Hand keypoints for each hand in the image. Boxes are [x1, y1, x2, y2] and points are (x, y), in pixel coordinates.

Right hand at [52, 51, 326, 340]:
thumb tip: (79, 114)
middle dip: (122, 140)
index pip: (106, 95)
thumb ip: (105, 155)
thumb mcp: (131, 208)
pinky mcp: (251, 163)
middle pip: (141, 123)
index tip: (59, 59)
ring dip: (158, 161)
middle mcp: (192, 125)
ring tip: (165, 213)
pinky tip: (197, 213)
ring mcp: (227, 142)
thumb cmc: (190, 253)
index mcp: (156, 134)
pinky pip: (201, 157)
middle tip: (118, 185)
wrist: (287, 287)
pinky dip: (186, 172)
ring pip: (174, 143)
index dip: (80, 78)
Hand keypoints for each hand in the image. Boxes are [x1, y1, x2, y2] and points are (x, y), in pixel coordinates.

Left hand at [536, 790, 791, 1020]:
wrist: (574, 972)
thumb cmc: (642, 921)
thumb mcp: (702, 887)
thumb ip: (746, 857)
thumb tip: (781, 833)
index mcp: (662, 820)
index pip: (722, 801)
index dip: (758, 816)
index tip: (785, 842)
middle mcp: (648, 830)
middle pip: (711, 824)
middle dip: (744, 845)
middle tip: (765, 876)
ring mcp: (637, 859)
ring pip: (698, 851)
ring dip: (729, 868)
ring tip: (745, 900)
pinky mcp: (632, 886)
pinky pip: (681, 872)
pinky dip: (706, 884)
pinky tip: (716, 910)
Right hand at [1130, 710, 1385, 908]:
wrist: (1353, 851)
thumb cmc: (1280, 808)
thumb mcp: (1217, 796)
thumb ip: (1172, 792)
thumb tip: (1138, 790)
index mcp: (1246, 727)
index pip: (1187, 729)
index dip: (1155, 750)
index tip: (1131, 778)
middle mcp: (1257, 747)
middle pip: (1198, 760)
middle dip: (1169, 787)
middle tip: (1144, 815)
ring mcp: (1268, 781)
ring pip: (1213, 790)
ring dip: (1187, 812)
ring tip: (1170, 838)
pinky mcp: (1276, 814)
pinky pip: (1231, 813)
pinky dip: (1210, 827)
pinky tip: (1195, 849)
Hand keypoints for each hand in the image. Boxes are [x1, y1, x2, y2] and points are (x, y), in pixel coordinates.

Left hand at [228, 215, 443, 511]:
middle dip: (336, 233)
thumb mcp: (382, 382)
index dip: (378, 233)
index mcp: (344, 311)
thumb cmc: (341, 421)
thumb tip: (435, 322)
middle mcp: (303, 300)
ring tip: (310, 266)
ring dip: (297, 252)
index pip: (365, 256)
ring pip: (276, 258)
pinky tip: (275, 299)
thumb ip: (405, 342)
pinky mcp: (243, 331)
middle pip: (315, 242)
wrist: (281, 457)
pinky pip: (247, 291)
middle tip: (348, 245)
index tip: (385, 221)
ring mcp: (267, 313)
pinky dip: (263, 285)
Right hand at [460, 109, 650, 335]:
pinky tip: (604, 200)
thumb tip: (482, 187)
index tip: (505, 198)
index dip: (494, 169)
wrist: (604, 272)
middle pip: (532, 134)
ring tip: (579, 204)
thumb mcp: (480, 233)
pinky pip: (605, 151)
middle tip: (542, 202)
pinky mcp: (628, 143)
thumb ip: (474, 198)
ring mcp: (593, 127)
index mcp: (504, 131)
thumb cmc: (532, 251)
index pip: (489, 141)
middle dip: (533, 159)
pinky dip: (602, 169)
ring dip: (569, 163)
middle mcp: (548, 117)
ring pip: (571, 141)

.....

Your instructions: Transcribe exactly, please, the lines from the one with "thumb mcp: (702, 887)" to the last line of the entries above, ends included.

Your response:
thumb mcp: (702, 887)
thumb ip: (746, 857)
thumb tip: (781, 833)
index mcp: (662, 820)
index pip: (722, 801)
index dip: (758, 816)
index tip: (785, 842)
middle mcp: (648, 830)
middle pip: (711, 824)
middle dip: (744, 845)
middle tip: (765, 876)
ring mcp: (637, 859)
ring pip: (698, 851)
ring dip: (729, 868)
ring tip: (745, 900)
pinky mcp: (632, 886)
pinky pip: (681, 872)
pinky dip: (706, 884)
pinky tip: (716, 910)
Right hand at [1130, 710, 1385, 908]:
wrist: (1353, 851)
thumb cmc: (1280, 808)
thumb mcp: (1217, 796)
thumb ip: (1172, 792)
thumb tip: (1138, 790)
index mcp: (1246, 727)
index pip: (1187, 729)
index dip: (1155, 750)
index tip: (1131, 778)
middle mcp: (1257, 747)
middle pip: (1198, 760)
middle dip: (1169, 787)
middle tip: (1144, 815)
ring mcp: (1268, 781)
ring pip: (1213, 790)
ring dip: (1187, 812)
ring tip: (1170, 838)
pinky mcp: (1276, 814)
pinky pip: (1231, 813)
pinky dip: (1210, 827)
pinky tip: (1195, 849)
Hand keypoints for each hand in the image. Boxes are [x1, y1, x2, y2] and points are (x, y), in pixel coordinates.

Left hand at [228, 215, 443, 511]:
middle dip: (336, 233)
thumb mcp: (382, 382)
index dip: (378, 233)
index mcp: (344, 311)
thumb cmc: (341, 421)
thumb tip: (435, 322)
middle mcp: (303, 300)
ring tip: (310, 266)
ring dip: (297, 252)
index pip: (365, 256)
ring pip: (276, 258)
pinky tip: (275, 299)
thumb ip: (405, 342)
pinky mcp: (243, 331)
middle pip: (315, 242)
wrist: (281, 457)
pinky pip: (247, 291)
middle tip: (348, 245)
index tip: (385, 221)
ring mcp: (267, 313)
pinky dip: (263, 285)
Right hand at [460, 109, 650, 335]:
pinky tip: (604, 200)
thumb tip: (482, 187)
index tip: (505, 198)
index dip: (494, 169)
wrist: (604, 272)
middle pip: (532, 134)
ring tip: (579, 204)
thumb mcp: (480, 233)
pinky pip: (605, 151)
middle tip: (542, 202)
pinky mcp: (628, 143)
thumb ip: (474, 198)
ring mcp: (593, 127)
index mcp: (504, 131)
thumb cmc: (532, 251)
index pip: (489, 141)
middle dip: (533, 159)
pinky dip: (602, 169)
ring dip: (569, 163)
middle mcp: (548, 117)
ring pip: (571, 141)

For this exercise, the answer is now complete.